We decided to produce this play over sixteen months ago. Since then we met with numerous community leaders, theologians, educators, civil rights activists, friends, and colleagues to listen, learn, and better determine how this production may be a ritual of remembrance, an act of defiance, and a source of solace and light. Inspired by Rabbi Arthur Waskow of Philadelphia's Shalom Center and the radical inclusivity of the original 1969 Freedom Seder (an event which, a year after the assassination of Martin Luther King, Jr., intentionally linked the Passover story to the civil rights movement in America), we asked ourselves and others how Anne's story can speak most profoundly to us today. How do her specific experiences and words reach across the decades to the multi-generational, multi-cultural communities that gather at People's Light? Of course, there is no one answer. The conversation is what matters.
Here are some initial responses to these questions from local and national leaders.
"The Diary of Anne Frank is as important today as perhaps it has been in recent history. We find ourselves in a time when there is so much disconnection and polarization. It is so important that People’s Light is bringing this production to their stage.
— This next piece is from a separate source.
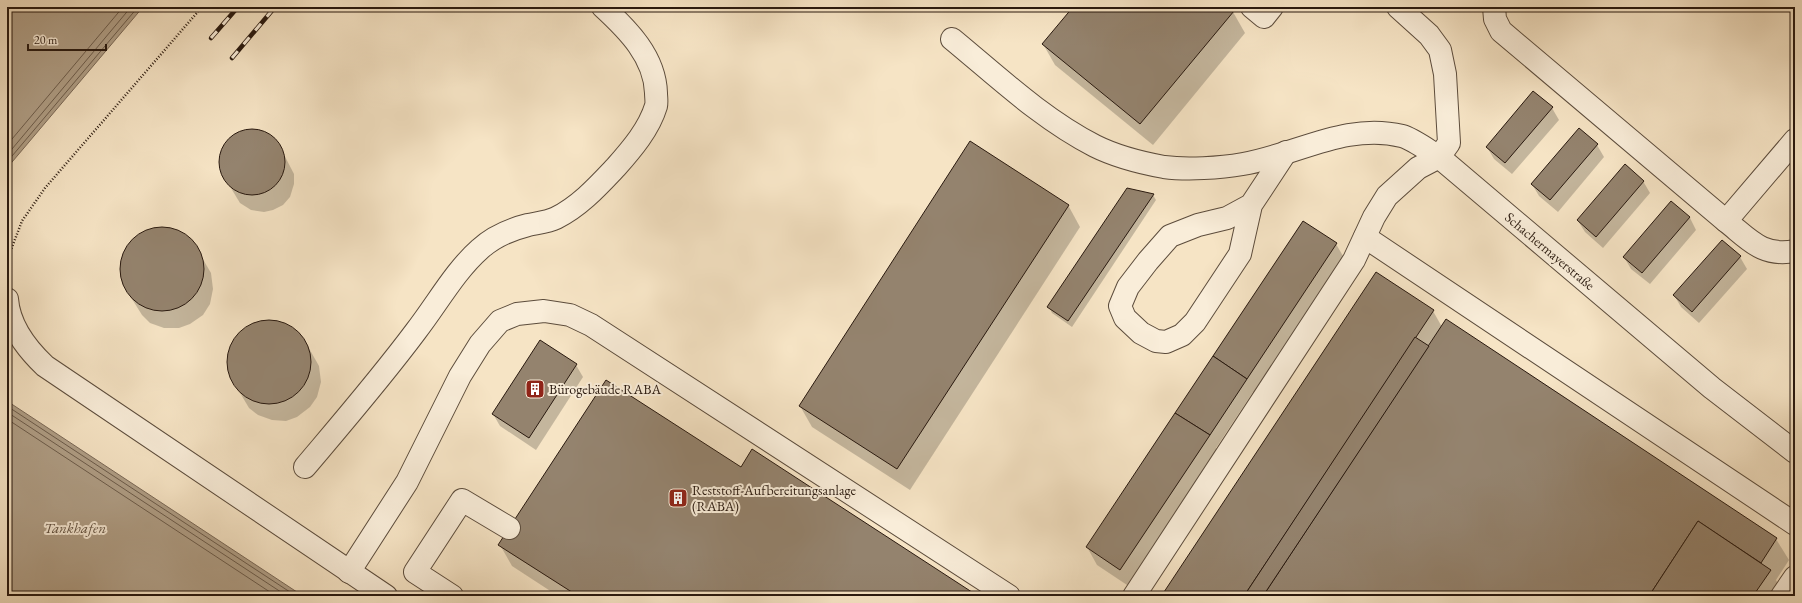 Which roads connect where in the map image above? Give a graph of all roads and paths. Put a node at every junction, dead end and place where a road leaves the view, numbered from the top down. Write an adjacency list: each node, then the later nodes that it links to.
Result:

Thanks to this incredible document and Anne's youthful yet ageless wisdom, the atrocities of the times will forever be documented through a young girl’s eyes. Racism, prejudice, antisemitism – inexplicable hatred that tragically fed the fires of World Ward II – are present today on our doorsteps and in our daily headlines. We need to address the conflict and turn the hatred into empathy and compassion, embracing the values that must define our collective humanity. Theater is an invaluable means by which to spark this critical engagement.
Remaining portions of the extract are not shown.